I was just having a hard time with the OutputFormatClass parameter.  The scala code in org/apache/spark/streaming/api/java/JavaPairDStream.scala defines saveAsNewAPIHadoopFiles as the following - 

  /**
   * Save each RDD in `this` DStream as a Hadoop file. The file name at each batch interval is
   * generated based on `prefix` and `suffix`: "prefix-TIME_IN_MS.suffix".
   */
  def saveAsNewAPIHadoopFiles(
      prefix: String,
      suffix: String,
      keyClass: Class[_],
      valueClass: Class[_],
      outputFormatClass: Class[_ <: NewOutputFormat[_, _]],
      conf: Configuration = new Configuration) {
      dstream.saveAsNewAPIHadoopFiles(prefix, suffix, keyClass, valueClass, outputFormatClass, conf)
  }

The problem is that Class[_ <: NewOutputFormat[_, _]] in scala cannot be assigned as the following (say you are using TextOutputFormat & Text as KeyClass and IntWritable as ValueClass)  TextOuputFormat<Text, IntWritable>.class in java due to 'type erasure". The parameterized types lose there type arguments when they are translated to byte code during compilation.

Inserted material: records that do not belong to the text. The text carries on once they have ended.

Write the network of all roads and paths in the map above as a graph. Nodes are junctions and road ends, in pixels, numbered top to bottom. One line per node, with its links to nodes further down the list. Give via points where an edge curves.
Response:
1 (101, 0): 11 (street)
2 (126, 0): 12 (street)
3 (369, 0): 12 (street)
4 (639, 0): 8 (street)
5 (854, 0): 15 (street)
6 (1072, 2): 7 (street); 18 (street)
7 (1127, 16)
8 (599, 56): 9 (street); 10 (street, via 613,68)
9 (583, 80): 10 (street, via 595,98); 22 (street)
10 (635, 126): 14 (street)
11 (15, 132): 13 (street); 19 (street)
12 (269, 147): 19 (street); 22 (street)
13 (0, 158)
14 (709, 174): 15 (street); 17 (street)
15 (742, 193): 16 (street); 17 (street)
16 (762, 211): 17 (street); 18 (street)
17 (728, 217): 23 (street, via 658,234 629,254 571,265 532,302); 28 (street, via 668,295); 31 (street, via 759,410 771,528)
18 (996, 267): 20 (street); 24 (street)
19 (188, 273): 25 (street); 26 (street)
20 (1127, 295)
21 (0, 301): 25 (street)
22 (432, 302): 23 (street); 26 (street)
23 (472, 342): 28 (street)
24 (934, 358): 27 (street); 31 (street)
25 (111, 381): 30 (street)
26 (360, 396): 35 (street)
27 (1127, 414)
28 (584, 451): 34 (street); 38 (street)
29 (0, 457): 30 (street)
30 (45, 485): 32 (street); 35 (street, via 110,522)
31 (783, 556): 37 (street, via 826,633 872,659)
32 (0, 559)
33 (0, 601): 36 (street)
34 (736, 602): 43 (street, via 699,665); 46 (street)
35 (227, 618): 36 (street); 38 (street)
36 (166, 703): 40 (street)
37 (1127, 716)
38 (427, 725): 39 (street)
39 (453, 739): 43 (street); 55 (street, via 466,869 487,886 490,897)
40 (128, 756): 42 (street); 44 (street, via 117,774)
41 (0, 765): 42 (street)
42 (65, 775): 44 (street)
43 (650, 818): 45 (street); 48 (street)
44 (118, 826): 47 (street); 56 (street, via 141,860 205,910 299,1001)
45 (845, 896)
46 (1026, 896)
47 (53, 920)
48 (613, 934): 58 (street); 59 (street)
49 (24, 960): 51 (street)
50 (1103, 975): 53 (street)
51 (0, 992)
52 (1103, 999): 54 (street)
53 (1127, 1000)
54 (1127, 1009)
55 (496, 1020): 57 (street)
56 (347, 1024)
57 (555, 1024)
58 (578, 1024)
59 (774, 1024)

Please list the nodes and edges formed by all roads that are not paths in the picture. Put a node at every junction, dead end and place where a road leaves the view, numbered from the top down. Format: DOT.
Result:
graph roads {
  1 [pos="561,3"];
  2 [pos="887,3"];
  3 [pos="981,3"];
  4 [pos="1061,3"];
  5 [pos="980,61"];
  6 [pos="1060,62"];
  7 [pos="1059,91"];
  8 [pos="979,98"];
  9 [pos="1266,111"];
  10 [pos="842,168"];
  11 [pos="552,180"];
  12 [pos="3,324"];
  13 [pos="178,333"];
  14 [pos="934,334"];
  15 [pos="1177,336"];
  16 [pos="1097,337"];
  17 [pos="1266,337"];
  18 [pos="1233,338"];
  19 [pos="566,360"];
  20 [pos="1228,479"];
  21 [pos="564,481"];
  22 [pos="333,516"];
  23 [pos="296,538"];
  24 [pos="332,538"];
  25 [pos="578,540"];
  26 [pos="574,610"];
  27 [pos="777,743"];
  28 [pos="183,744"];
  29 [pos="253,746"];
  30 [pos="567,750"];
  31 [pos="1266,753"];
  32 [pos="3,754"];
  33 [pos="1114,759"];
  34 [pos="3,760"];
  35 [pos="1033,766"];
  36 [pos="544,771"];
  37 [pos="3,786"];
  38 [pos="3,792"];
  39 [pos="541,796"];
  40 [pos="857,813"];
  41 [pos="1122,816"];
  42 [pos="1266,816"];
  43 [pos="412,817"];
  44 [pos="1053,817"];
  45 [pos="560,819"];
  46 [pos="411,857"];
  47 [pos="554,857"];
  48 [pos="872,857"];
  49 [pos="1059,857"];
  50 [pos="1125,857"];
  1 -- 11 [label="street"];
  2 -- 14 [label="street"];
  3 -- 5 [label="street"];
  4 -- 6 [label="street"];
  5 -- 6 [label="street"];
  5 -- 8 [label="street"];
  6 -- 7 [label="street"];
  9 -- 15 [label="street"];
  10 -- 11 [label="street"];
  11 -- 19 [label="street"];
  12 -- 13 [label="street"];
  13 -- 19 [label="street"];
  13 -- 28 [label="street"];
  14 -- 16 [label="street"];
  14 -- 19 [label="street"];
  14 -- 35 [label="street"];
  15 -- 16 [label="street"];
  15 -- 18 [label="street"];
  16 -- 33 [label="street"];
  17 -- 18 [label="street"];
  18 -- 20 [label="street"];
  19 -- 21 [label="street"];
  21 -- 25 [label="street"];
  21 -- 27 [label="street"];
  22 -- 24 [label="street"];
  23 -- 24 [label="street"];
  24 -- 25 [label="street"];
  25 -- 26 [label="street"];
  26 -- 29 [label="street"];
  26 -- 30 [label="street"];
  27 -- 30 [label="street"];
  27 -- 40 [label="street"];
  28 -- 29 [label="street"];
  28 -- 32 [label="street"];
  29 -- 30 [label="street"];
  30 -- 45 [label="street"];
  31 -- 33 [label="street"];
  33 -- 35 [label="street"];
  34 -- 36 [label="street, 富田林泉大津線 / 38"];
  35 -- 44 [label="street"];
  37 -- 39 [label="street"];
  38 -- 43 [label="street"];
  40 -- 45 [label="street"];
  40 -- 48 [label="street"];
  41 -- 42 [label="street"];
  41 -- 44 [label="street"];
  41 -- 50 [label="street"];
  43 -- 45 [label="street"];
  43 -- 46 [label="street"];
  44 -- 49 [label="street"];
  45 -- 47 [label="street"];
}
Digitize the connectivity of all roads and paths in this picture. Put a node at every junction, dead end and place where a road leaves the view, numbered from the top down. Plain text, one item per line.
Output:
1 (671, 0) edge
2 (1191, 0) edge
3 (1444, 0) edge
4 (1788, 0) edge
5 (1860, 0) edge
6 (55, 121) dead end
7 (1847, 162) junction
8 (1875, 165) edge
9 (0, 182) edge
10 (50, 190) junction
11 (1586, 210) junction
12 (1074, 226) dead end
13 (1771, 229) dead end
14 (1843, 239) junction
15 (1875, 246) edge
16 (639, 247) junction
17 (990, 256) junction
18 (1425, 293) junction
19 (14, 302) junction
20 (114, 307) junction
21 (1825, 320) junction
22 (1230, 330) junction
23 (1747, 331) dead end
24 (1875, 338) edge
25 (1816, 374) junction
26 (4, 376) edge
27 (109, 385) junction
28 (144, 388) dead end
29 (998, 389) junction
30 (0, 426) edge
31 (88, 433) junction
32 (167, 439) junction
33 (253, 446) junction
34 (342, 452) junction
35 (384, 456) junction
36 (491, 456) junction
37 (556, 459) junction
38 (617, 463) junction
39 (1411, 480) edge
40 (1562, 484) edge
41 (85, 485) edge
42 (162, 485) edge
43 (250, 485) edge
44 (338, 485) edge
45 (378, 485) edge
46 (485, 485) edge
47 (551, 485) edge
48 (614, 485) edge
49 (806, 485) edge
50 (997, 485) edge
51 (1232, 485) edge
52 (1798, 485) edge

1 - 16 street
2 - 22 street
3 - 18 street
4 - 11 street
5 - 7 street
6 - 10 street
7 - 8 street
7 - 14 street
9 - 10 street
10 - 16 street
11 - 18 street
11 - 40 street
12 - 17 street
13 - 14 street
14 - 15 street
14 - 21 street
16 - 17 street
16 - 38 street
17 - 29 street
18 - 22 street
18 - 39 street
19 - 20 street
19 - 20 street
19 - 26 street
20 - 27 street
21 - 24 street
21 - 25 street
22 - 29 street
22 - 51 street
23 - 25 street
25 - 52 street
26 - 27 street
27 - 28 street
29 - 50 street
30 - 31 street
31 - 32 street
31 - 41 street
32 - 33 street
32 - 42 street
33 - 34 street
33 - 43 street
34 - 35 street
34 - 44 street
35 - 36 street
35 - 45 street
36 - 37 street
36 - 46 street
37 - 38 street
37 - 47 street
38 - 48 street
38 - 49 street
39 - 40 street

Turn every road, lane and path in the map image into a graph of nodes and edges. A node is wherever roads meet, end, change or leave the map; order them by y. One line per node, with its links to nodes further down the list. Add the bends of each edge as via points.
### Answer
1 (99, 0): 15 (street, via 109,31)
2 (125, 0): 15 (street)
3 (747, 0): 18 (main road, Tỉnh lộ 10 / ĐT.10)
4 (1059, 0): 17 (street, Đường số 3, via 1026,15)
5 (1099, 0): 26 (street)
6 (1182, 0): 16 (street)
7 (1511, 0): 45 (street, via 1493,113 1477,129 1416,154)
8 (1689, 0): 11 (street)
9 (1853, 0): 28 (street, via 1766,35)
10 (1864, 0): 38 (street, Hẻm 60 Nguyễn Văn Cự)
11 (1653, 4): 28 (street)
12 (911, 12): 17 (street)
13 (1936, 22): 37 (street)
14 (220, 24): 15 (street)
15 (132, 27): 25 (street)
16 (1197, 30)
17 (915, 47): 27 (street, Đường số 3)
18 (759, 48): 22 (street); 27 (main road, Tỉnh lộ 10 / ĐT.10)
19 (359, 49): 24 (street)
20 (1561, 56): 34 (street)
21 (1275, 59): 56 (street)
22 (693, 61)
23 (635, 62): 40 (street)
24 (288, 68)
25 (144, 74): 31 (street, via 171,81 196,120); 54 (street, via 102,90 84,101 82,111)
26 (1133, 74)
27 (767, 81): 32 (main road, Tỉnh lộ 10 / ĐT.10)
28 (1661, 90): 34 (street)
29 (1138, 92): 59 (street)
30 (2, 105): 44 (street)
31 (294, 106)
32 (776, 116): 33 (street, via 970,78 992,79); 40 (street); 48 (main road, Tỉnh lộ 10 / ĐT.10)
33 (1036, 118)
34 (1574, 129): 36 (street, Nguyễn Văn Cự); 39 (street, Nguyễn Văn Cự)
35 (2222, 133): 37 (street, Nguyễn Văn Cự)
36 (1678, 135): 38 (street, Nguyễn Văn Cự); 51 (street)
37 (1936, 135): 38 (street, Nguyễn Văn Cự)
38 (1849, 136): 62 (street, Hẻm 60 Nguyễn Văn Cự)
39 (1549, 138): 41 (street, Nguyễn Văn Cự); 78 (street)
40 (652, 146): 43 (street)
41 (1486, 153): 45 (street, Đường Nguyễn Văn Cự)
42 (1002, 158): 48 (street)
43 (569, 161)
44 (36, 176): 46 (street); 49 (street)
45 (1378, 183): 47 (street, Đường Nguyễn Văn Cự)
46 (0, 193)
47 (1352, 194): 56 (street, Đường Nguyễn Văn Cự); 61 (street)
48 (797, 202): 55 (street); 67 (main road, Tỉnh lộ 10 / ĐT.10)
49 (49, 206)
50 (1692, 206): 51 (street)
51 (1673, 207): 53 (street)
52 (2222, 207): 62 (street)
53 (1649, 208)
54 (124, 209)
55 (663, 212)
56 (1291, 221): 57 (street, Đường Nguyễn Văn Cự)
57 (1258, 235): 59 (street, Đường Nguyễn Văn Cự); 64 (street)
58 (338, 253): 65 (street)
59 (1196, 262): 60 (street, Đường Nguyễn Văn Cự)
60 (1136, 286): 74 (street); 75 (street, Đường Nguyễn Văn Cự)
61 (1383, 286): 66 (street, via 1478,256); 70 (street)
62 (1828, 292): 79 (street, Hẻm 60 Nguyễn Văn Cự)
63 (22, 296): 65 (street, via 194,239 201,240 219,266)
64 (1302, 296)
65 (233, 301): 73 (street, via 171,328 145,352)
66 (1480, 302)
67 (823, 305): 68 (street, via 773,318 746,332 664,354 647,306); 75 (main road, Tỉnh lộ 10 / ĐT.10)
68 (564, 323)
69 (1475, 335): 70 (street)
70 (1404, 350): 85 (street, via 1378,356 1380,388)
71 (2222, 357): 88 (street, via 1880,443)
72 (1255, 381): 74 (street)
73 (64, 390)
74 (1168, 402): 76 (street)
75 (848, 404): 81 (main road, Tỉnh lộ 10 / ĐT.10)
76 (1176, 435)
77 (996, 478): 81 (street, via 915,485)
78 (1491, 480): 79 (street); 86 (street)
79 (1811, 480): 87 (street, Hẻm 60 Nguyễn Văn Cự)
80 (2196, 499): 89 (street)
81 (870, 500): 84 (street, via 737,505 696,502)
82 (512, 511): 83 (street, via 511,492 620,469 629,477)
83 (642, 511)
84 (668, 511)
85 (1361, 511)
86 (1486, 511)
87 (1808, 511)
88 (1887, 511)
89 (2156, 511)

Looks like adding this works - 

@SuppressWarnings("unchecked")
 Class<? extends OutputFormat<?,?>> outputFormatClass = (Class<? extends OutputFormat<?,?>>) (Class<?>) SequenceFileOutputFormat.class;


Thanks again Sean...


On Mon, Oct 6, 2014 at 12:23 PM, Sean Owen <sowen@cloudera.com> wrote:
Here's an example:

https://github.com/OryxProject/oryx/blob/master/oryx-lambda/src/main/java/com/cloudera/oryx/lambda/BatchLayer.java#L131

On Mon, Oct 6, 2014 at 7:39 PM, Abraham Jacob <abe.jacobs@gmail.com> wrote:
> Hi All,
>
> Would really appreciate from the community if anyone has implemented the
> saveAsNewAPIHadoopFiles method in "Java" found in the
> org.apache.spark.streaming.api.java.JavaPairDStream<K,V>
>
> Any code snippet or online link would be greatly appreciated.
>
> Regards,
> Jacob
>
>



--
~



--
~